Stoker (2013)
My ears hear what others cannot hear. Small, faraway things people cannot normally see, are visible to me. These senses are the fruits of a lifetime of longing, longing to be rescued, longing to be completed.

“Stoker” is the not so typical coming-of-age story of India Stoker (Mia Wasikowska), a girl who has just lost her father in a mysterious car accident. The story begins when India’s uncle Charlie (Matthew Goode) moves in with her and her unstable mother, Evelyn (Nicole Kidman). At first, the three of them seem like an ordinary family, but with uncle Charlie’s arrival, India slowly starts to unfold into adulthood and into darkness.

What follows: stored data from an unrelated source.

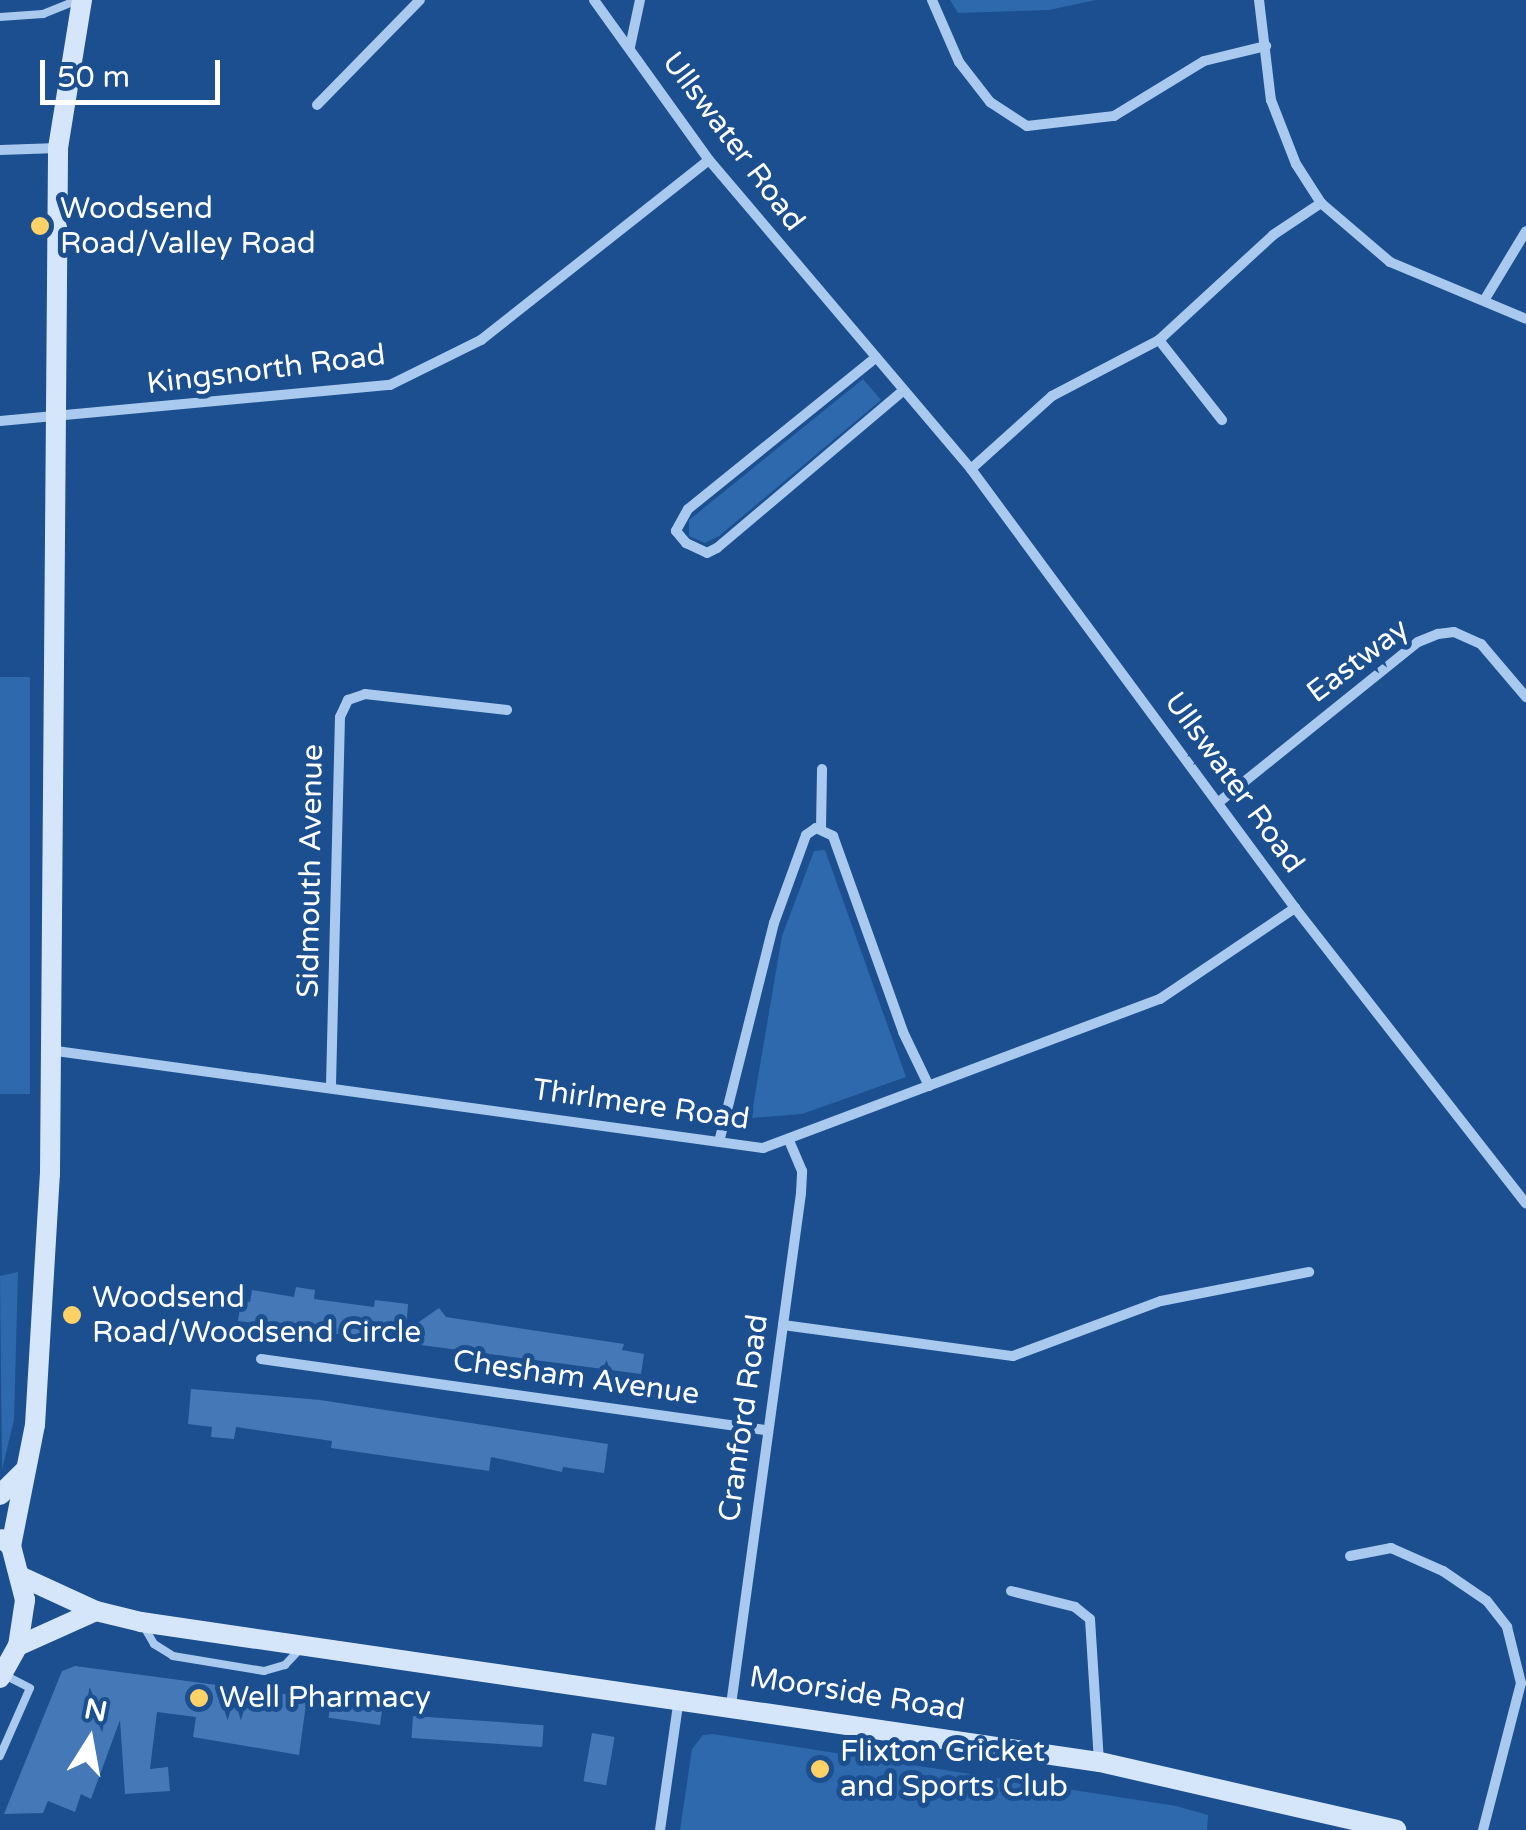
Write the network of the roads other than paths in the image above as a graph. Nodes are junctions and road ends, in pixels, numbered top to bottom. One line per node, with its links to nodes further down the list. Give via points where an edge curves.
1 (80, 0): 7 (lane, via 43,14); 11 (street)
2 (420, 0): 10 (street)
3 (594, 0): 9 (street, Ullswater Road)
4 (640, 0): 9 (street, Ullswater Road)
5 (932, 0): 8 (street, via 959,62 990,102 1027,126 1080,125 1114,116 1204,61)
6 (1260, 0): 8 (street)
7 (0, 17)
8 (1266, 46): 14 (street, via 1280,130)
9 (630, 47): 13 (street, Ullswater Road)
10 (317, 105)
11 (58, 148): 12 (street); 23 (street)
12 (0, 150)
13 (710, 160): 19 (street, Ullswater Road); 23 (street, Kingsnorth Road, via 448,361 390,384)
14 (1321, 204): 16 (street, via 1390,262); 18 (street, via 1272,235)
15 (1526, 231): 16 (street)
16 (1485, 299): 17 (street)
17 (1526, 319)
18 (1158, 340): 21 (street); 24 (street, via 1052,396)
19 (874, 359): 20 (street, Ullswater Road); 20 (street, via 688,508 676,531 686,544 707,553 716,548)
20 (903, 391): 24 (street, Ullswater Road)
21 (1222, 420)
22 (0, 421): 23 (street, Kingsnorth Road)
23 (56, 421): 31 (street)
24 (971, 469): 28 (street, Ullswater Road)
25 (1526, 696): 28 (street, Eastway, via 1481,644 1454,632 1438,634 1418,642)
26 (506, 710): 32 (street, Sidmouth Avenue, via 365,694 348,700 340,717)
27 (822, 769): 29 (street)
28 (1219, 802): 30 (street, Ullswater Road)
29 (821, 828): 33 (street, via 832,836 903,1032); 34 (street, via 806,835 774,923)
30 (1295, 908): 33 (street, Thirlmere Road, via 1160,999); 36 (street, Ullswater Road)
31 (48, 1050): 32 (street, Thirlmere Road); 41 (street, via 50,1174)
32 (331, 1085): 34 (street, Thirlmere Road)
33 (930, 1086): 35 (street, Thirlmere Road)
34 (719, 1142): 35 (street, Thirlmere Road, via 763,1148)
35 (789, 1142): 38 (street, Cranford Road, via 802,1170)
36 (1526, 1204)
37 (1310, 1272): 38 (street, via 1161,1302 1013,1356)
38 (782, 1325): 40 (street, Cranford Road)
39 (261, 1358): 40 (street, Chesham Avenue)
40 (765, 1430): 53 (street, Cranford Road)
41 (28, 1466): 42 (street); 43 (street)
42 (0, 1495)
43 (6, 1542): 45 (street)
44 (1350, 1556): 58 (street, via 1391,1548 1443,1571 1487,1600 1507,1627 1521,1683)
45 (22, 1577): 47 (street, Moorside Road); 50 (street, via 25,1621)
46 (1011, 1591): 55 (street, via 1075,1608 1090,1620)
47 (96, 1611): 48 (street, Moorside Road); 50 (street)
48 (141, 1622): 49 (street, Moorside Road); 49 (lane, via 154,1644 173,1656 264,1671 285,1665)
49 (303, 1645): 52 (street, Moorside Road)
50 (18, 1646): 51 (street)
51 (2, 1676): 54 (lane, via 30,1688)
52 (679, 1698): 53 (street, Moorside Road); 57 (street)
53 (731, 1705): 55 (street, Moorside Road)
54 (0, 1756)
55 (1100, 1762): 56 (street, Moorside Road)
56 (1383, 1829)
57 (660, 1830)
58 (1483, 1830)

The film revolves around India growing up and learning about who she really is. Director Chan-wook Park fixes on his main character through very intense close-up shots of India, of her face, of the ruffling of her skirt, of the leather of her belt – of the details that make India the complex character that she is. This has an almost oppressive effect, because you really focus on India and not so much on the dialogue or on the other characters.

“Mia (Wasikowska) has two very interesting characteristics,” tells director Park about “Stoker”’s leading lady toRedCarpetNews Extra. “She has the liveliness of a young woman her age, but also a calm, composed and internally matured personality.” This fitted the character of India perfectly, whose calmness is rather unsettling. “Mia portrays a girl who is neither a mature woman nor a child, a girl who is yet rebellious and introverted. I would say, Mia was the most suitable actress for this part.” Wasikowska enjoyed playing a character like India, she tells StylistMagazine. “I have never played anyone before who is… dangerous. It’s much more fun to play someone like India, someone who’s angry, then it is to play sweeter characters.”

Part of what is so brilliant about Wasikowska’s haunting performance in “Stoker” is that you do not expect her to portray a girl like India. Before she worked with director Park, Wasikowska starred in, for example, Tim Burton’s “Alice in Wonderland” and Gus van Sant’s “Restless.” In both films, the actress plays the part of sweet and innocent girls – the complete opposite of India’s character in “Stoker.” The audience knew Wasikowska as the sweet and innocent girls she usually portrays, but with “Stoker,” the actress can truly show off what an amazing talent she has.